I turn, slowly, my eyes landing on his blue buttoned up, plaid shirt. My eyes slowly trail up his shirt to his neck, then to his lips, remembering the feel of them on mine. His eyes come next, and I stare into them, memorizing the shade of them, watching how they sparkle when he looks at me. His hair comes next, and I can't help but stare at its curly look, remembering the softness of it, when it was inbetween my fingers.

I turn my attention back to his eyes, that were sparkling with so much love, I almost have to pinch myself to prove that this is not a dream. A small smile forms on my lips, realizing that he really does love me, sometime I thought impossible. All this time, for the past 4 years, I had assumed his love was simply that of a brother protecting his sister from the evil of the world. But now I realize that its much deeper than that. He loves me. He really loves me, and by the sudden increase of my heart rate, I know I love him.

"Luke," I whisper, then run into his arms, tears forming in my eyes.

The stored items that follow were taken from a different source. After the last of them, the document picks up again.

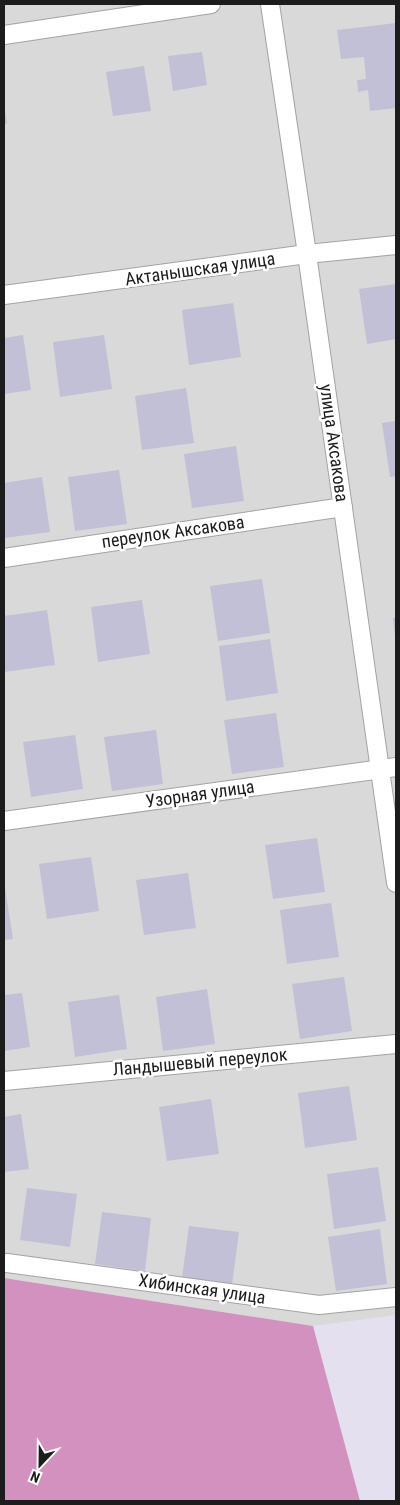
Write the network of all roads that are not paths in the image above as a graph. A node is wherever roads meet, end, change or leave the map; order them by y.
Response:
1 (211, 4) edge
2 (270, 4) edge
3 (4, 35) edge
4 (396, 245) edge
5 (307, 254) junction
6 (4, 295) edge
7 (343, 507) junction
8 (4, 558) edge
9 (388, 769) edge
10 (4, 821) edge
11 (396, 883) edge
12 (396, 1044) edge
13 (4, 1081) edge
14 (7, 1263) dead end
15 (396, 1297) edge

1 - 3 street
2 - 5 street, улица Аксакова
4 - 5 street, Актанышская улица
5 - 6 street, Актанышская улица
5 - 7 street, улица Аксакова
7 - 8 street, переулок Аксакова
7 - 9 street, улица Аксакова
9 - 10 street, Узорная улица
9 - 11 street, улица Аксакова
12 - 13 street, Ландышевый переулок
14 - 15 street, Хибинская улица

His arms snake around my waist, holding me close to him, almost like hes afraid that if he doesn't, hes going to lose me forever. If only he knew that I couldn't let him go either. Here he was, hugging me like his life depended on it, and my mind had tried to convince me I didn't love him, not the way he so clearly loved me. But that was all a lie. Yes I love Bo, but the love I have for him is similar to a brother/sister love. My love for Luke goes way deeper than that, and I wouldn't have it any other way.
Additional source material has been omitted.